→ What you should do
Find every line in the entries that holds the string "thumb" and report it.

═══ Dataset content

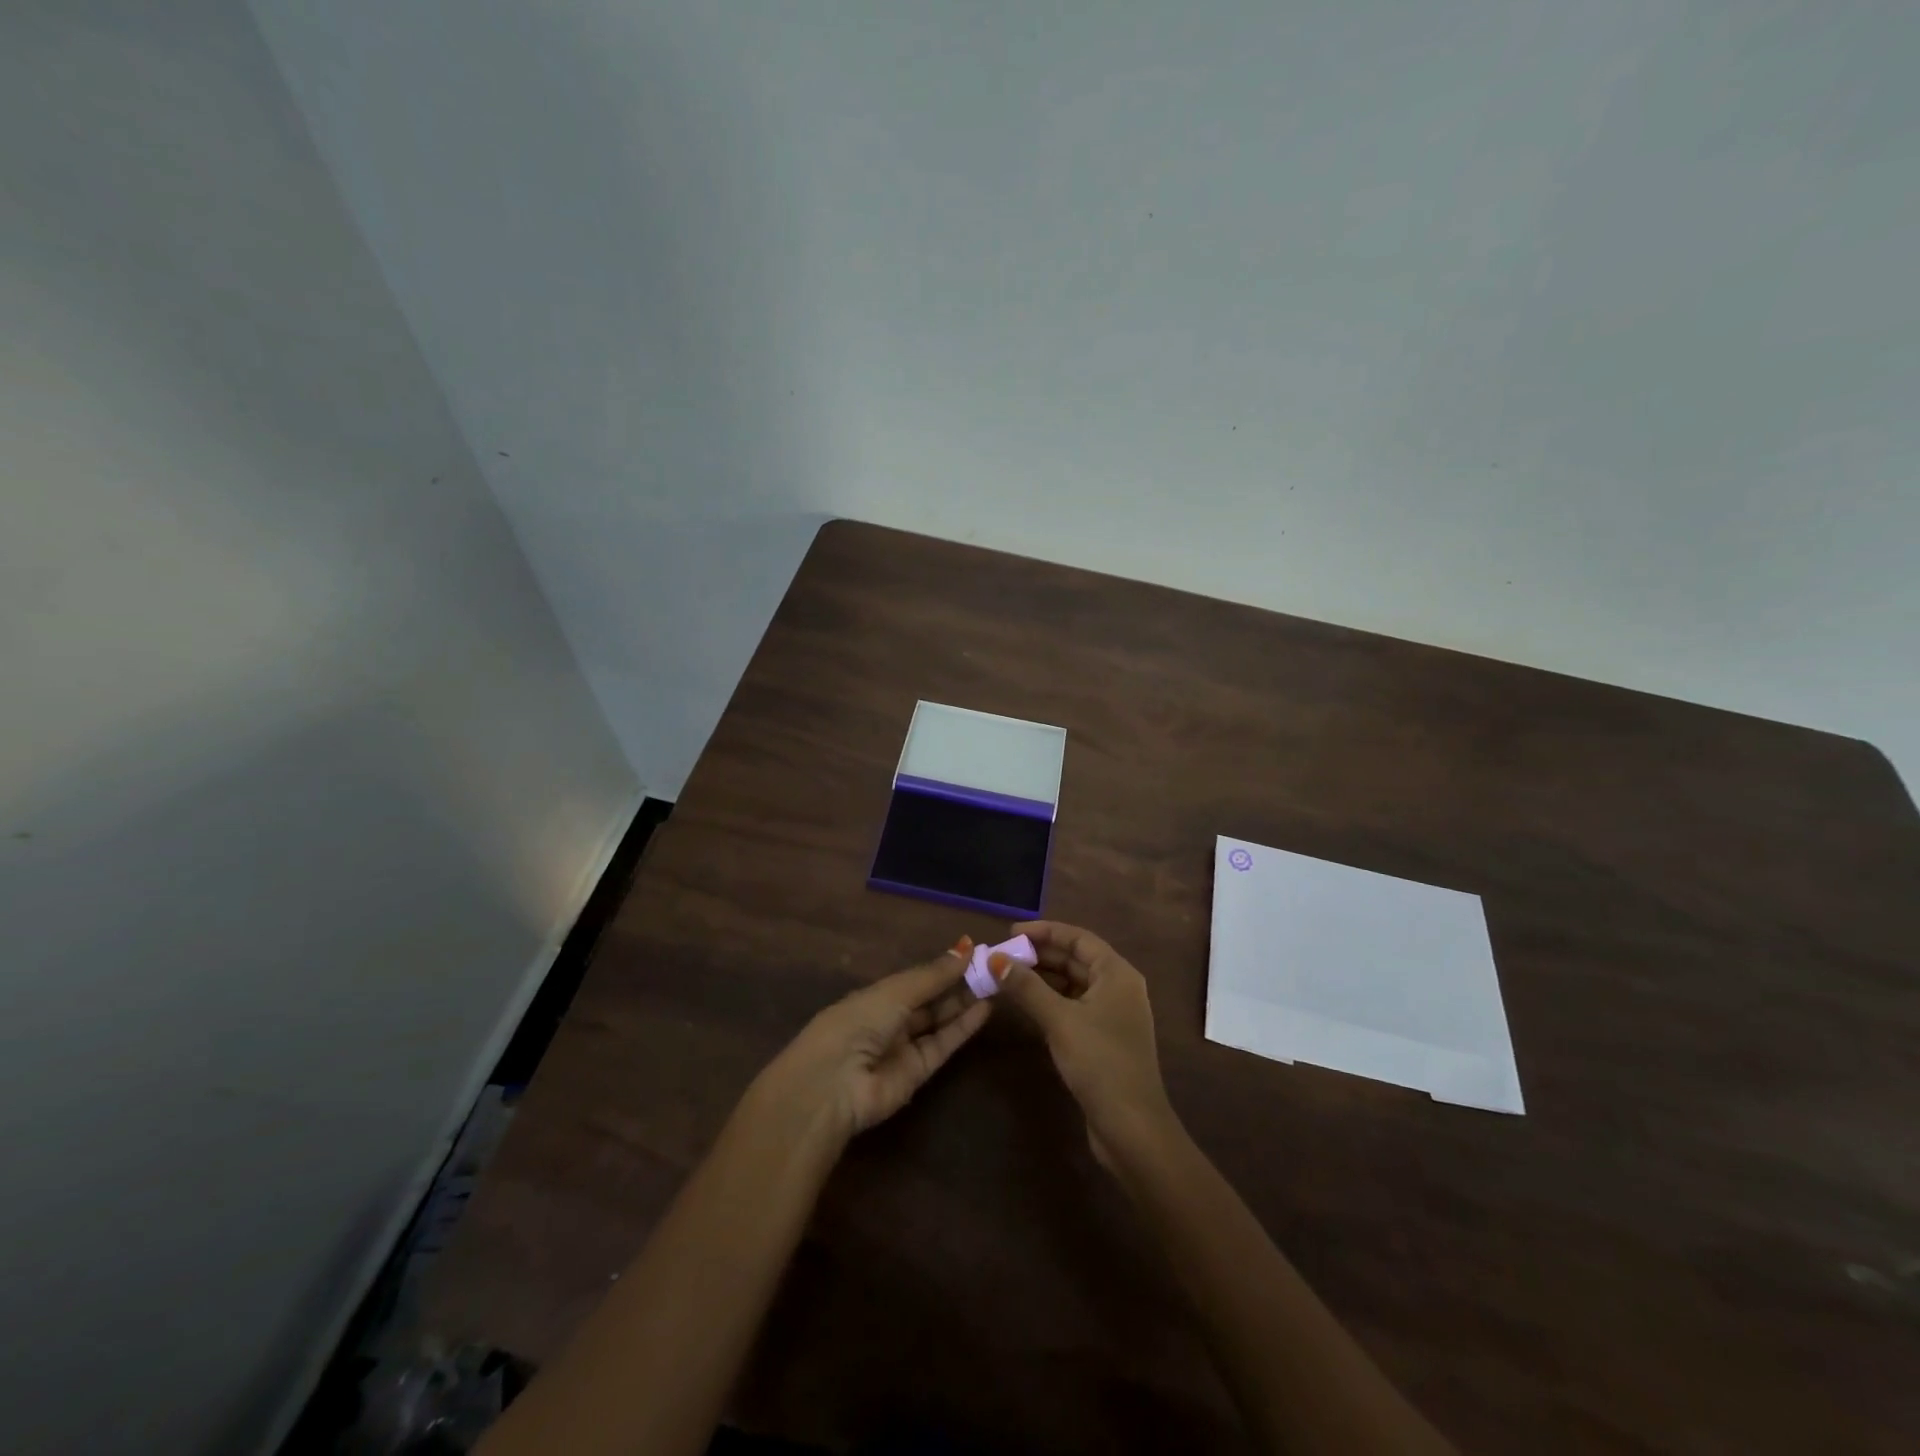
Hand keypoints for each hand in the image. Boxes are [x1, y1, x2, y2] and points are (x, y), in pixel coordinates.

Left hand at [756, 937, 991, 1146]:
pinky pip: (942, 1045)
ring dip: (965, 1003)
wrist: (834, 1085)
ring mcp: (903, 1048)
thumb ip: (932, 975)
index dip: (942, 966)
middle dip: (958, 983)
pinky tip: (985, 1008)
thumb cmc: (856, 1023)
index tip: (973, 951)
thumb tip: (965, 948)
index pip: (914, 978)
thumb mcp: (895, 992)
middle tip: (991, 966)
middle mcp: (889, 1020)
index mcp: (874, 996)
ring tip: (996, 982)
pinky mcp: (917, 1074)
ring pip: (939, 1021)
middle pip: (929, 1000)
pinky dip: (963, 1028)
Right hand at [993, 921, 1173, 1165]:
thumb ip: (1026, 987)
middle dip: (1039, 955)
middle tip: (1002, 956)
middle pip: (1075, 959)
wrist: (1132, 1128)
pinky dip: (1050, 1000)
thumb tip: (994, 960)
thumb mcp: (1059, 1020)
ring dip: (1042, 978)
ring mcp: (1113, 1014)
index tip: (1010, 933)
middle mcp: (1119, 987)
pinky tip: (1026, 1004)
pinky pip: (1073, 1005)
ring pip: (1073, 983)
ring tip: (1007, 976)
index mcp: (1117, 973)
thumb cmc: (1100, 1062)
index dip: (1044, 931)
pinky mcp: (1104, 1038)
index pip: (1078, 938)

══════

→ Result of the exercise
thumb ip: (932, 975)
thumb cmc: (856, 1023)
thumb tip: (965, 948)
thumb mcp: (895, 992)
thumb ip: (1026, 987)
thumb tip: (994, 960)
thumb mcp: (1059, 1020)
thumb cmc: (1100, 1062)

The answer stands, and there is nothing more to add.